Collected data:
____________
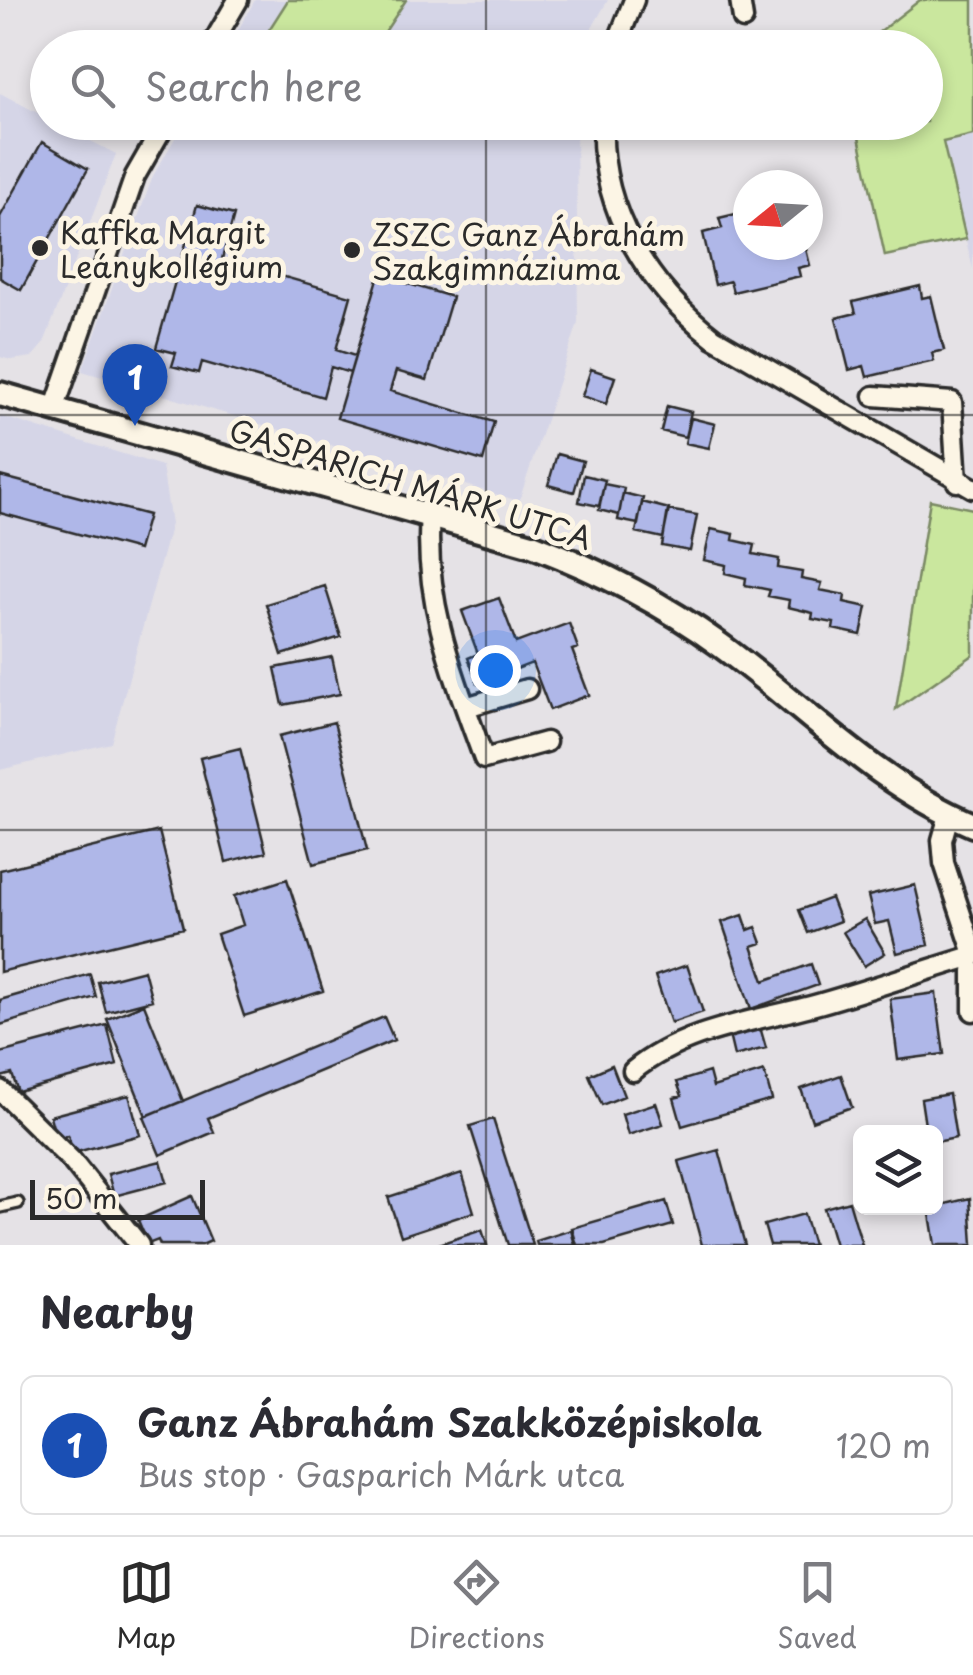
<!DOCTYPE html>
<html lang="en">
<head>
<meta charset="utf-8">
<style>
	:root { --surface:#fff; --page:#f2f2f3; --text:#2b2b33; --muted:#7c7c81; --line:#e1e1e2; --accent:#2b2b2b }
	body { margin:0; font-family:"Playpen Sans",sans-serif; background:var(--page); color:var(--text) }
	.controls { position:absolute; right:30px; bottom:30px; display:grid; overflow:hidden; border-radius:15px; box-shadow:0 5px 15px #0003 }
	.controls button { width:90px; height:90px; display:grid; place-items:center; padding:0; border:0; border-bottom:2px solid var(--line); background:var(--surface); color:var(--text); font:50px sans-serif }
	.compass { position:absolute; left:733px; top:170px; width:90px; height:90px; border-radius:50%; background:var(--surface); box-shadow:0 5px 15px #0003; rotate:252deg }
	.scale { position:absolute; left:30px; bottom:25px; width:175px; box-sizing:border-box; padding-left:10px; border:5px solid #2b2b2b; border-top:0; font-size:28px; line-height:35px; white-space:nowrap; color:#2b2b2b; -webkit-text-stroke:8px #fcf5e5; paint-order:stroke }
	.you { position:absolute; left:495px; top:670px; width:35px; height:35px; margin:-25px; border:8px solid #fff; border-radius:50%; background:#1a73e8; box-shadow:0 0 0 15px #1a73e833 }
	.badge { display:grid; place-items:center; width:65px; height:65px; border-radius:50%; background:var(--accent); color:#fff; font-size:32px; font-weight:700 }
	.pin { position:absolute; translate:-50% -82px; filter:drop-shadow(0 2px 5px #0008) }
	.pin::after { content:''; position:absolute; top:52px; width:35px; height:30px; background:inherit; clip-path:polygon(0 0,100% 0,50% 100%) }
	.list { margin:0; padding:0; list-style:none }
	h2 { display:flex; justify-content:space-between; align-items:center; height:130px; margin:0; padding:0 40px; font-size:42px }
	h2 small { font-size:32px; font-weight:400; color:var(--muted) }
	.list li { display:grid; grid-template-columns:65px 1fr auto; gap:30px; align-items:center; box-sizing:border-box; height:140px; margin:0 20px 20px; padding:0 20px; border:2px solid var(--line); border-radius:15px }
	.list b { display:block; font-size:38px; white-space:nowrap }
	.list p { margin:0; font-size:32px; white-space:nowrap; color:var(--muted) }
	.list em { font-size:32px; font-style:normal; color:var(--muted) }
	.icon { flex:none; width:55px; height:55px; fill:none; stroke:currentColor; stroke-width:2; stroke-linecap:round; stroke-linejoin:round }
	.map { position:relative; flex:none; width:973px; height:1245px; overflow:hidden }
	.search { position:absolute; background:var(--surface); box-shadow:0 5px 15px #0003; left:30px; right:30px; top:30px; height:110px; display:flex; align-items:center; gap:25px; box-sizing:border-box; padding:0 35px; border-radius:55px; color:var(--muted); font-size:38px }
	.sheet { height:290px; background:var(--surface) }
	nav { display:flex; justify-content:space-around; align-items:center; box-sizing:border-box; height:140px; border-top:2px solid var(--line); background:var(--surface); font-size:28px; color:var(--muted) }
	nav a { display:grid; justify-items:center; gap:5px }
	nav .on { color:var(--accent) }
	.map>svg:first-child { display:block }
</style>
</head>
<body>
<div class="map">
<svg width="973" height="1245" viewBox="0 0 973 1245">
	<rect width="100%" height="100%" fill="#e5e2e6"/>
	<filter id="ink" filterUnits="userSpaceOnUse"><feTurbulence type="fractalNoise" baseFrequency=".01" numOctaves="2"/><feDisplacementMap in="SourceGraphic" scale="20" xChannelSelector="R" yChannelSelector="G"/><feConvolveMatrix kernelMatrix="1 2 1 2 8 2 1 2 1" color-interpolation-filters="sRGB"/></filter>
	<g filter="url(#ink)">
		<path fill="#d5d5e7" d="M255,0H608L581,47L228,48Z
			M0,93L47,118L48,122L56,123L116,154L44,343L32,357L11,360L0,357Z
			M184,123H576L578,323L519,501L82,371L153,176Z
			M973,135V269L942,142Z
			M0,416L162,466L171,524L111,743L0,770Z"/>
		<path fill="#cae79e" stroke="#7a8964" stroke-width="2.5" d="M288,0H406L375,47H258Z
			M920,0H973V135L943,142L966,239L885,256L856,123L926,122V48L860,47Z
			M930,500L973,509V655L896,709Z"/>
		<path fill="#afb7e8" stroke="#2b2b2b" stroke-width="2.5" d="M42,142L88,169L21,290L0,278V217Z
			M197,205L234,215L222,259L351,296L336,350L355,356L350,373L331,367L323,397L202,362L199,373L172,366L176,353L156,348Z
			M748,211V245H805L810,265L798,268L800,276L733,292L730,281L715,285L703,233L722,228L719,218Z
			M379,275L452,297L427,380L396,371L390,391L494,422L483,461L337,418Z
			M920,286L922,298L931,296L944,350L932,353L934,361L867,377L864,366L849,370L836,318L856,313L853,302Z
			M591,369L615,377L606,404L582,396Z
			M667,406L691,412L685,437L661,431Z
			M691,418L715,424L709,448L685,443Z
			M557,454L583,461L574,492L548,485Z
			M584,475L605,480L599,506L579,502Z
			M0,476L148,515L138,550L0,513Z
			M604,484L624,488L619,515L599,510Z
			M623,493L643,498L638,524L618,520Z
			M642,502L669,509L663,538L636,532Z
			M668,510L697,515L690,551L662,546Z
			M711,529L734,534L733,540L755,545L753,554L779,559L778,568L802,572L801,579L822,583L820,590L845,595L844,602L867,607L861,635L833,629L834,623L812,619L813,613L788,607L789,600L768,596L770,590L745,585L746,578L725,573L726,565L704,560Z
			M325,586L341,637L282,655L266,604Z
			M499,598L516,643L569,623L578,648L572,650L589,695L550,710L532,663L478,684L468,658L478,654L462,611Z
			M332,657L340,694L283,705L275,668Z
			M334,722L367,850L313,864L279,736Z
			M240,748L266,852L226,862L200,758Z
			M159,831L183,928L0,972V870Z
			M287,879L323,991L244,1016L217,934L243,925L234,896Z
			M915,885L929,945L897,953L889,921L875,924L868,896Z
			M831,898L840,921L808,933L799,910Z
			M743,915L748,930L756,927L762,943L752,946L764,981L811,964L818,985L751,1009L722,922Z
			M865,919L885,953L864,966L843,932Z
			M687,965L703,1012L671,1023L655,976Z
			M144,970L152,1000L106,1012L98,982Z
			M90,974L96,997L0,1025V1000Z
			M936,993L944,1054L898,1060L890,999Z
			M144,1004L183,1101L146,1116L107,1019Z
			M384,1017L394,1040L208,1118L214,1132L160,1155L144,1117Z
			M107,1025L117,1065L18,1092L12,1074L1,1077L0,1053Z
			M760,1027L766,1048L734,1056L729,1035Z
			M612,1065L624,1096L602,1105L589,1075Z
			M764,1071L772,1100L682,1126L674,1098L682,1096L677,1082L709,1072L713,1087Z
			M841,1075L852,1107L812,1121L801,1089Z
			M949,1094L956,1138L936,1142V1132H926L921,1099Z
			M129,1095L140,1135L73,1153L68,1135L56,1138L50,1116Z
			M656,1103L663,1124L628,1135L622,1114Z
			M493,1119L533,1245H508L470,1126Z
			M719,1150L745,1245H702L679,1161Z
			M161,1161L167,1182L114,1196L108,1174Z
			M462,1173L474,1212L401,1236L388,1197Z
			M192,1196L211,1241L202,1245H160L158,1240L148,1244L138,1220Z
			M970,1198L973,1245H935L929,1208Z
			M666,1201L673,1225L604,1245H577L572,1228Z
			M849,1201L862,1245H835L824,1208Z
			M804,1214L813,1245H770L764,1225Z
			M482,1230L487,1245H436Z
			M571,1230L575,1245H537L536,1241Z"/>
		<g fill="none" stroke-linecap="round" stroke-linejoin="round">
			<g stroke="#2b2b2b" stroke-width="16">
				<path id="service" d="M0,1207L18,1203"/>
			</g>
			<g stroke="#2b2b2b" stroke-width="25">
				<path id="minor" d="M740,0L743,19
					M210,48L238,0
					M615,48L634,0
					M603,122C599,209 648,287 714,338L973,488
					M874,396L952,402L957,482
					M54,410L135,176L166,122
					M430,515C423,602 455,679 484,759L546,742
					M466,707L527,689
					M949,815L942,840L944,863L973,951
					M973,971V1011
					M633,1071C683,1030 751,1022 811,1006C866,991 919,972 973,956
					M0,1090L72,1161L139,1245"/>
			</g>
			<g stroke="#2b2b2b" stroke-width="30">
				<path id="tertiary" d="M0,394L532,545C600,571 661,602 720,645C804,706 876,784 973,825"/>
			</g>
			<use href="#service" stroke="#fcf5e5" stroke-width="9"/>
			<use href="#minor" stroke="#fcf5e5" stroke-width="18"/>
			<use href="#tertiary" stroke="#fcf5e5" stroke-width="22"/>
		</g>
	</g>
	<path fill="none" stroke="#2b2b2b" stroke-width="2.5" stroke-opacity="0.55" d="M486,0V48M486,122V1245M0,415H973M0,830H973"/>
	<g fill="#2b2b2b" stroke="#fcf5e5" stroke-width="4">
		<circle cx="40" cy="248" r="10"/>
		<circle cx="352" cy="250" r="10"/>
	</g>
	<g text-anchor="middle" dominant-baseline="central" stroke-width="10" stroke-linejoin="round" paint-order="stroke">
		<g font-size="30" fill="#2b2b2b" stroke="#fcf5e5" text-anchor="start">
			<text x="60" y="231">Kaffka Margit<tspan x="60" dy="34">Leánykollégium</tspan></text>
			<text x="372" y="233">ZSZC Ganz Ábrahám<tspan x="372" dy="34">Szakgimnáziuma</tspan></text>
		</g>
		<g font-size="30" fill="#2b2b2b" stroke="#fcf5e5">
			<text transform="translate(411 483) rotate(17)">GASPARICH MÁRK UTCA</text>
		</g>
	</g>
</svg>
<div class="controls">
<button><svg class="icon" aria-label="layers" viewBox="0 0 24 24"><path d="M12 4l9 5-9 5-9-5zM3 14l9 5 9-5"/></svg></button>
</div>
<svg class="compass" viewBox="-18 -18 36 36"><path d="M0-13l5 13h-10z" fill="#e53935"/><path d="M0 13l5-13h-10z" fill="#7c7c81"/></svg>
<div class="scale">50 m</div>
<div class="you"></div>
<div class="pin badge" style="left:135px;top:426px;background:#1a4fb4">1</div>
<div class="search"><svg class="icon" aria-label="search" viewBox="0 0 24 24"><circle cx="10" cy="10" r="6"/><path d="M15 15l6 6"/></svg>Search here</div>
</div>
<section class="sheet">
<h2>Nearby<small></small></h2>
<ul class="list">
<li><span class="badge" style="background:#1a4fb4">1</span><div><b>Ganz Ábrahám Szakközépiskola</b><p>Bus stop · Gasparich Márk utca</p></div><em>120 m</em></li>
</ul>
</section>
<nav>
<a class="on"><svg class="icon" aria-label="map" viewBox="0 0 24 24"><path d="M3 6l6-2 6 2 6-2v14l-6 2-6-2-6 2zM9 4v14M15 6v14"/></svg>Map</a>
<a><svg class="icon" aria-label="directions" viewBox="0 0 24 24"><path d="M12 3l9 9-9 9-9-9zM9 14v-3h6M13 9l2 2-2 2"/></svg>Directions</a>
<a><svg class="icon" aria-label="saved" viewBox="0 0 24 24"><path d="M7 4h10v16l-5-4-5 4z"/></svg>Saved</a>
</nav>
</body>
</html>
____________
Task directions:
Word for word, give again the lines from the first entry to the line with "font-size:32px; font-weight:400; color:var(--muted)", inclusive. Exclude the pictures.

Task answer:
<!DOCTYPE html>
<html lang="en">
<head>
<meta charset="utf-8">
<style>
	:root { --surface:#fff; --page:#f2f2f3; --text:#2b2b33; --muted:#7c7c81; --line:#e1e1e2; --accent:#2b2b2b }
	body { margin:0; font-family:"Playpen Sans",sans-serif; background:var(--page); color:var(--text) }
	.controls { position:absolute; right:30px; bottom:30px; display:grid; overflow:hidden; border-radius:15px; box-shadow:0 5px 15px #0003 }
	.controls button { width:90px; height:90px; display:grid; place-items:center; padding:0; border:0; border-bottom:2px solid var(--line); background:var(--surface); color:var(--text); font:50px sans-serif }
	.compass { position:absolute; left:733px; top:170px; width:90px; height:90px; border-radius:50%; background:var(--surface); box-shadow:0 5px 15px #0003; rotate:252deg }
	.scale { position:absolute; left:30px; bottom:25px; width:175px; box-sizing:border-box; padding-left:10px; border:5px solid #2b2b2b; border-top:0; font-size:28px; line-height:35px; white-space:nowrap; color:#2b2b2b; -webkit-text-stroke:8px #fcf5e5; paint-order:stroke }
	.you { position:absolute; left:495px; top:670px; width:35px; height:35px; margin:-25px; border:8px solid #fff; border-radius:50%; background:#1a73e8; box-shadow:0 0 0 15px #1a73e833 }
	.badge { display:grid; place-items:center; width:65px; height:65px; border-radius:50%; background:var(--accent); color:#fff; font-size:32px; font-weight:700 }
	.pin { position:absolute; translate:-50% -82px; filter:drop-shadow(0 2px 5px #0008) }
	.pin::after { content:''; position:absolute; top:52px; width:35px; height:30px; background:inherit; clip-path:polygon(0 0,100% 0,50% 100%) }
	.list { margin:0; padding:0; list-style:none }
	h2 { display:flex; justify-content:space-between; align-items:center; height:130px; margin:0; padding:0 40px; font-size:42px }
	h2 small { font-size:32px; font-weight:400; color:var(--muted) }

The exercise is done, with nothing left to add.